**Records contained in a dataset**
────────

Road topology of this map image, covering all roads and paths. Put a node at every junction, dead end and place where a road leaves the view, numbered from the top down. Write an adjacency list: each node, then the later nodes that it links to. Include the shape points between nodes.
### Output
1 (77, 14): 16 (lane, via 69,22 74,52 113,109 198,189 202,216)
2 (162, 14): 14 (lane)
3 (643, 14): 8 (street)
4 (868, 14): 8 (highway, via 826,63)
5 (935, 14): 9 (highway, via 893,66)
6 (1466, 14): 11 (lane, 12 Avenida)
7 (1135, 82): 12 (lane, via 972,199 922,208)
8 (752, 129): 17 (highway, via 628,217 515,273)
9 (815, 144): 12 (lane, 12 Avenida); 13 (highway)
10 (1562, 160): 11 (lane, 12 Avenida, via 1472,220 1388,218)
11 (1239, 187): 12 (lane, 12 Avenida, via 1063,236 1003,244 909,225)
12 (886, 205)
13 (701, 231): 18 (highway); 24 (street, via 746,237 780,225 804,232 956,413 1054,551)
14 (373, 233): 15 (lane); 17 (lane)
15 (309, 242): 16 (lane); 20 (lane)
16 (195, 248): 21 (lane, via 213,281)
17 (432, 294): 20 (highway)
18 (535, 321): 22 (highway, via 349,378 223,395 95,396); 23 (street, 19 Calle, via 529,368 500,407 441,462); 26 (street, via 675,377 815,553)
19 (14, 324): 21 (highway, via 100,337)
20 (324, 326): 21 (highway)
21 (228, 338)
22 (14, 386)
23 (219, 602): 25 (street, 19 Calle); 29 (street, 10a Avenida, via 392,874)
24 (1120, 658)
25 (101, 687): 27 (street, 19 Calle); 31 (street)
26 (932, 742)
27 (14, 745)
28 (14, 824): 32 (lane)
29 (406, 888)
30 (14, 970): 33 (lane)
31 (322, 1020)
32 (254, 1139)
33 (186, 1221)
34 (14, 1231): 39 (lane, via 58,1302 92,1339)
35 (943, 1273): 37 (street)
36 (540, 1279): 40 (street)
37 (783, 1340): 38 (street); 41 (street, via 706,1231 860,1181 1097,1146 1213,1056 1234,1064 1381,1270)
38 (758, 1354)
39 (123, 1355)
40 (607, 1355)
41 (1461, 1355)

────────

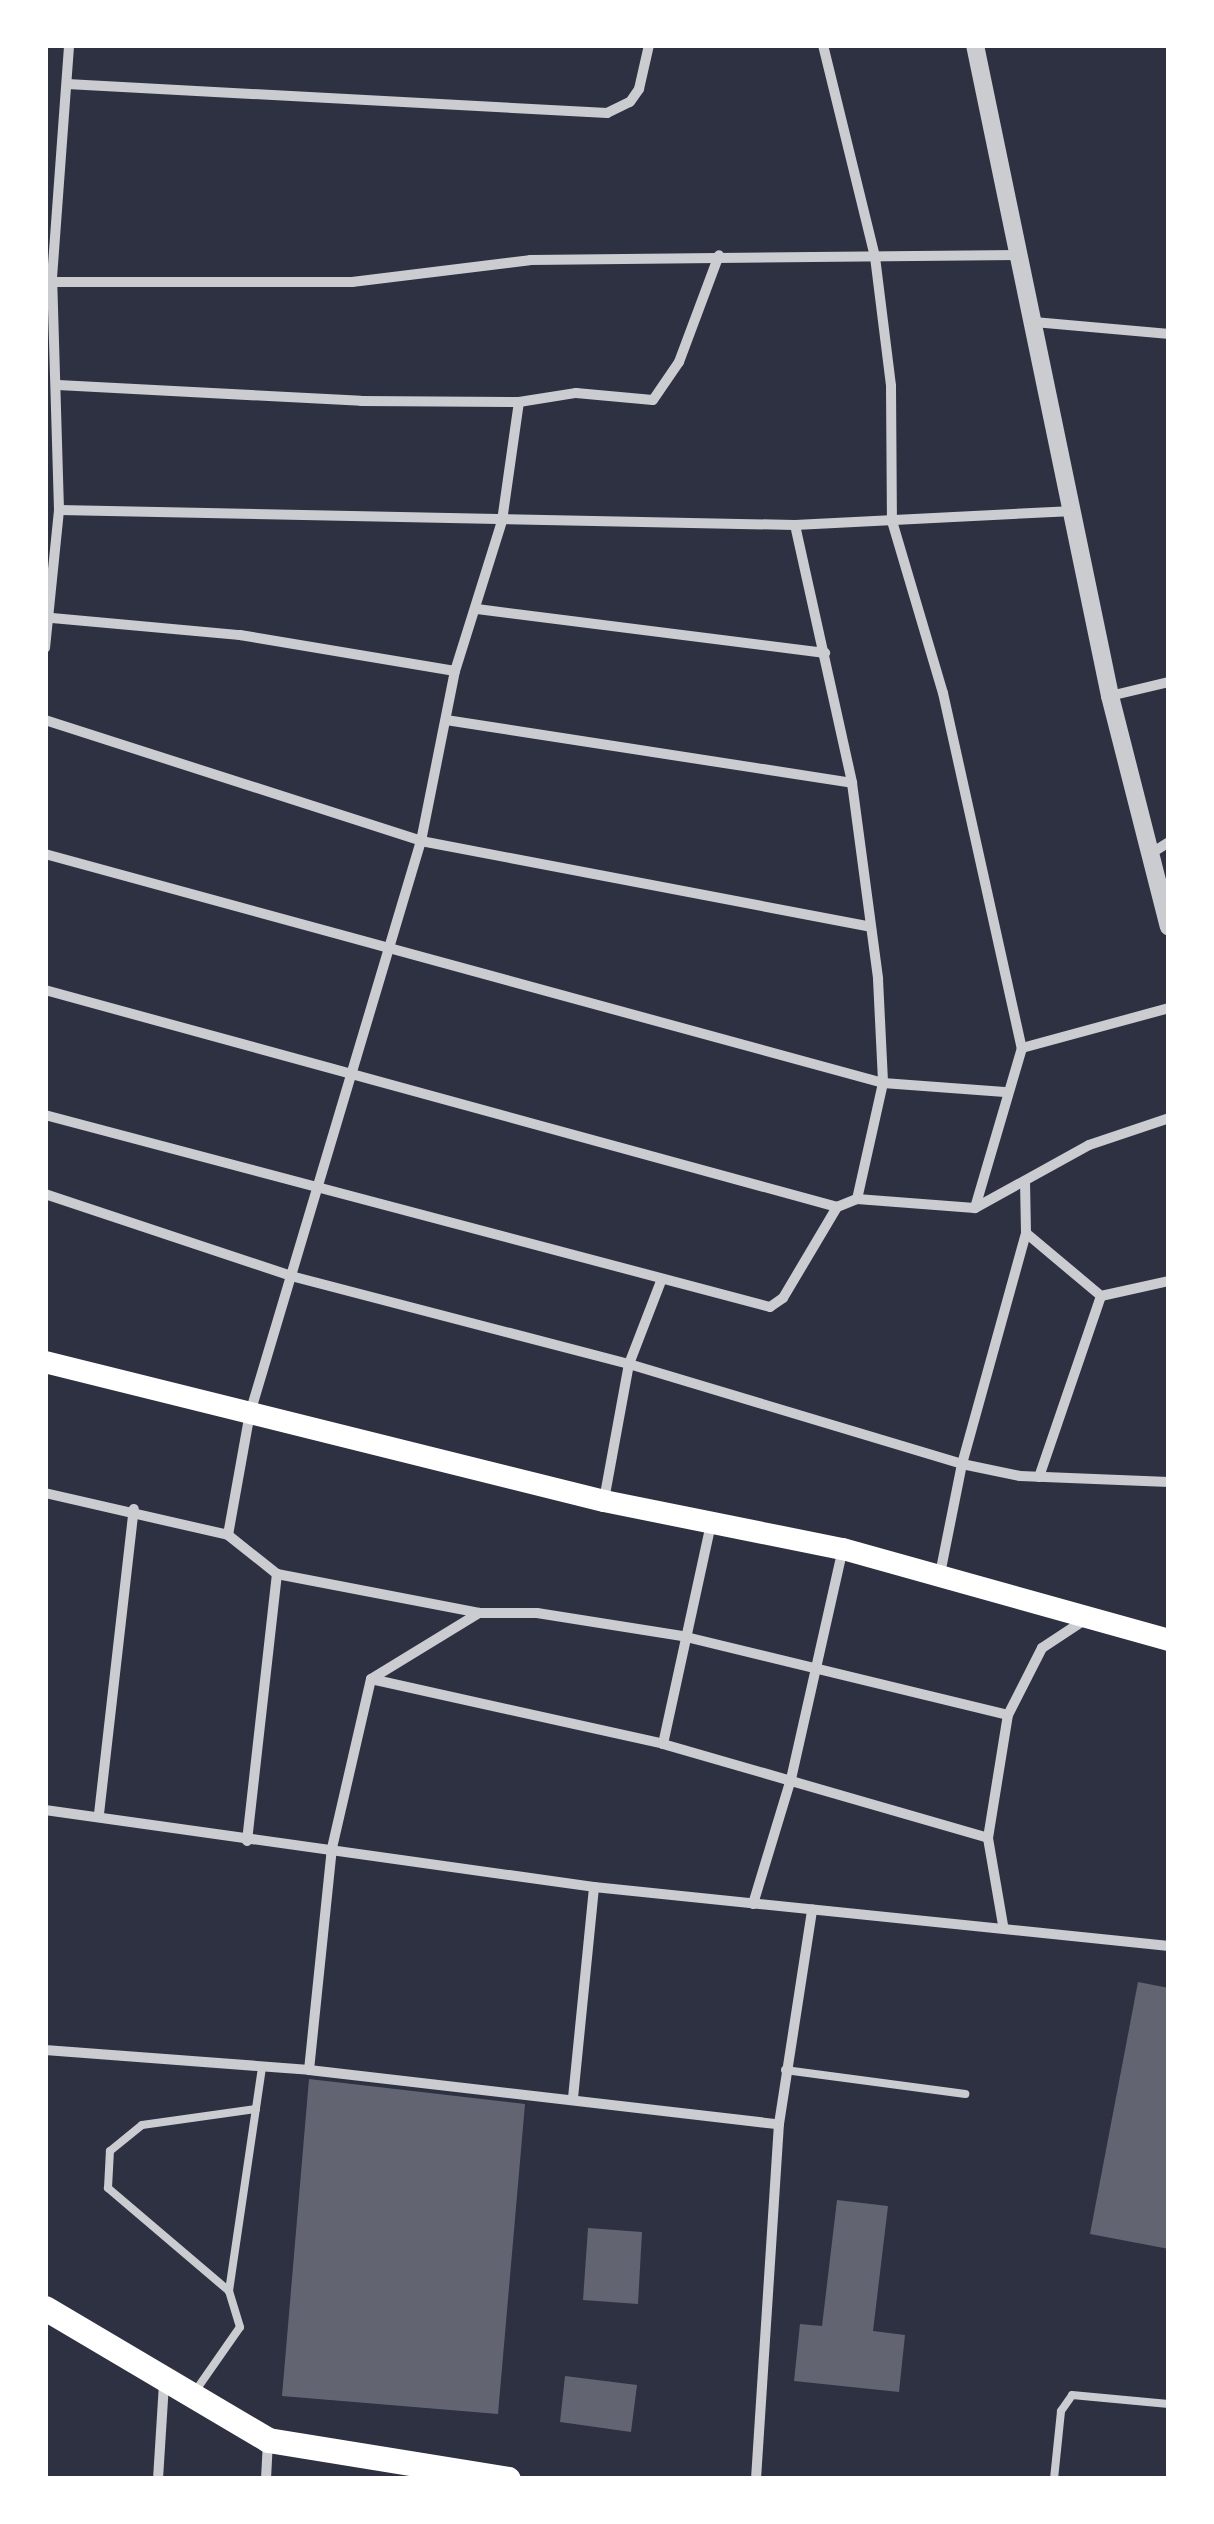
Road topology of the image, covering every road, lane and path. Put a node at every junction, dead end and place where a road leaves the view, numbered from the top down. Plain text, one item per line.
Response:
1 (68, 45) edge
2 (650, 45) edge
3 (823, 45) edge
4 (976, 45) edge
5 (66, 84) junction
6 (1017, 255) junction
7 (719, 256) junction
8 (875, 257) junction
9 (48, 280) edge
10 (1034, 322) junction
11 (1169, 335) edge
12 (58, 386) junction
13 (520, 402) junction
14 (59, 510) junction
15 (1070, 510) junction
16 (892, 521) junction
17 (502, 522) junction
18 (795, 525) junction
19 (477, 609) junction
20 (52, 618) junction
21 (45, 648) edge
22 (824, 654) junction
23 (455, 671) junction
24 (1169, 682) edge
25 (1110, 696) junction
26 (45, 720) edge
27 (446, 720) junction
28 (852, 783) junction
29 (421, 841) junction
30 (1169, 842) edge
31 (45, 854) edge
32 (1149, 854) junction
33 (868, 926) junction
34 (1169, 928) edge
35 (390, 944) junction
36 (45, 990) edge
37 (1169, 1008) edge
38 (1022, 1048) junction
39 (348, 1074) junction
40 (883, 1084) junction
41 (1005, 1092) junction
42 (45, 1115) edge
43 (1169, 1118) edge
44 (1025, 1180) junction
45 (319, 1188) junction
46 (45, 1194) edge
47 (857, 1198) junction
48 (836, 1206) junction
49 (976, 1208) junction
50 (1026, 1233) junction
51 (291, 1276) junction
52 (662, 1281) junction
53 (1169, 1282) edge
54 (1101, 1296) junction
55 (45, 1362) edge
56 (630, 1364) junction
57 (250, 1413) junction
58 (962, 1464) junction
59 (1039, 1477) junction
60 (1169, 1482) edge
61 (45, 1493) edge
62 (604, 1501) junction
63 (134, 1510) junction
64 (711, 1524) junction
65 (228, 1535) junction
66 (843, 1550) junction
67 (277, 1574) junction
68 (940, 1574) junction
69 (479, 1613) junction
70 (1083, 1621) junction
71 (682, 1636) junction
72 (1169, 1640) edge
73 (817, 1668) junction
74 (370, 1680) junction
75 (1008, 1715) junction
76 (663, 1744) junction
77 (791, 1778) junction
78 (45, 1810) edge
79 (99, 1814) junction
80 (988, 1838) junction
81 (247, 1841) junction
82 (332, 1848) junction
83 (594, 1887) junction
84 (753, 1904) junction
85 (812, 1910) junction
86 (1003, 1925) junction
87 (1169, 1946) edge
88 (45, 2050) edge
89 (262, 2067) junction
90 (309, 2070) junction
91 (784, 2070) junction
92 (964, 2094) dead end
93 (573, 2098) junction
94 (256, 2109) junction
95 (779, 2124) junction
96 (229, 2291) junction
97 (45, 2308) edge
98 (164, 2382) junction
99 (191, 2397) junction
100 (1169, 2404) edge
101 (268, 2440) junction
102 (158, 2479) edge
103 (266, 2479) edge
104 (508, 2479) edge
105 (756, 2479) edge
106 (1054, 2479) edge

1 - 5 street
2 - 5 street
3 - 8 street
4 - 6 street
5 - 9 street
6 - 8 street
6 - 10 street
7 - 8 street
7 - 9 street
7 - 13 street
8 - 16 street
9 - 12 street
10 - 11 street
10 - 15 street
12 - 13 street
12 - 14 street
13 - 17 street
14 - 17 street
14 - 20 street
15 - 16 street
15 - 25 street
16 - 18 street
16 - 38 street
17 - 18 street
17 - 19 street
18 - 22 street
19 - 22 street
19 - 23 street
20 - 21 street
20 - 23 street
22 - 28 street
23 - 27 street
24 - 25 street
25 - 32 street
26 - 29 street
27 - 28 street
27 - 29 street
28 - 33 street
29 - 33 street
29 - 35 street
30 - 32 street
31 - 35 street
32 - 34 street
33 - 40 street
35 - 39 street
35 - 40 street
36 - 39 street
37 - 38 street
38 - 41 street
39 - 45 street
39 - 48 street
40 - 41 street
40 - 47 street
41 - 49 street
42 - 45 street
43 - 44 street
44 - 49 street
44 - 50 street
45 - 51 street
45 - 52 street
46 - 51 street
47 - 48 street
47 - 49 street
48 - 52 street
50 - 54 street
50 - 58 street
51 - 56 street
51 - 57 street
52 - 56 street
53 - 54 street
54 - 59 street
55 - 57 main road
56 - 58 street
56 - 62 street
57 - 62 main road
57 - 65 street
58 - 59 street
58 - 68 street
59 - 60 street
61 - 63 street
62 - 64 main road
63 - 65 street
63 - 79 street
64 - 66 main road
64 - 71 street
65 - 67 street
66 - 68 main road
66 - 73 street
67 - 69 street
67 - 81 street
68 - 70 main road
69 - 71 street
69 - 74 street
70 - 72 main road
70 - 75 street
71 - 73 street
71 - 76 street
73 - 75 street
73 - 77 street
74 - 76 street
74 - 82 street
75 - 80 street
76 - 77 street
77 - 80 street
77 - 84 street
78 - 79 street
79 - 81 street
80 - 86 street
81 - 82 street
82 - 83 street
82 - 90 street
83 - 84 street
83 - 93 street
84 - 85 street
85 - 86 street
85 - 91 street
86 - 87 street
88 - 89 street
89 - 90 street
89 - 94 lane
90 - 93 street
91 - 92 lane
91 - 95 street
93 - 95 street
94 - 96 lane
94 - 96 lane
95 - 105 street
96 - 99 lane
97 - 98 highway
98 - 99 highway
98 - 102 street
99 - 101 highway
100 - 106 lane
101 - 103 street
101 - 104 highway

────────

For every line above that holds the word "view", report the whole line.

**ANSWER BELOW**
Road topology of this map image, covering all roads and paths. Put a node at every junction, dead end and place where a road leaves the view, numbered from the top down. Write an adjacency list: each node, then the later nodes that it links to. Include the shape points between nodes.
Road topology of the image, covering every road, lane and path. Put a node at every junction, dead end and place where a road leaves the view, numbered from the top down. Plain text, one item per line.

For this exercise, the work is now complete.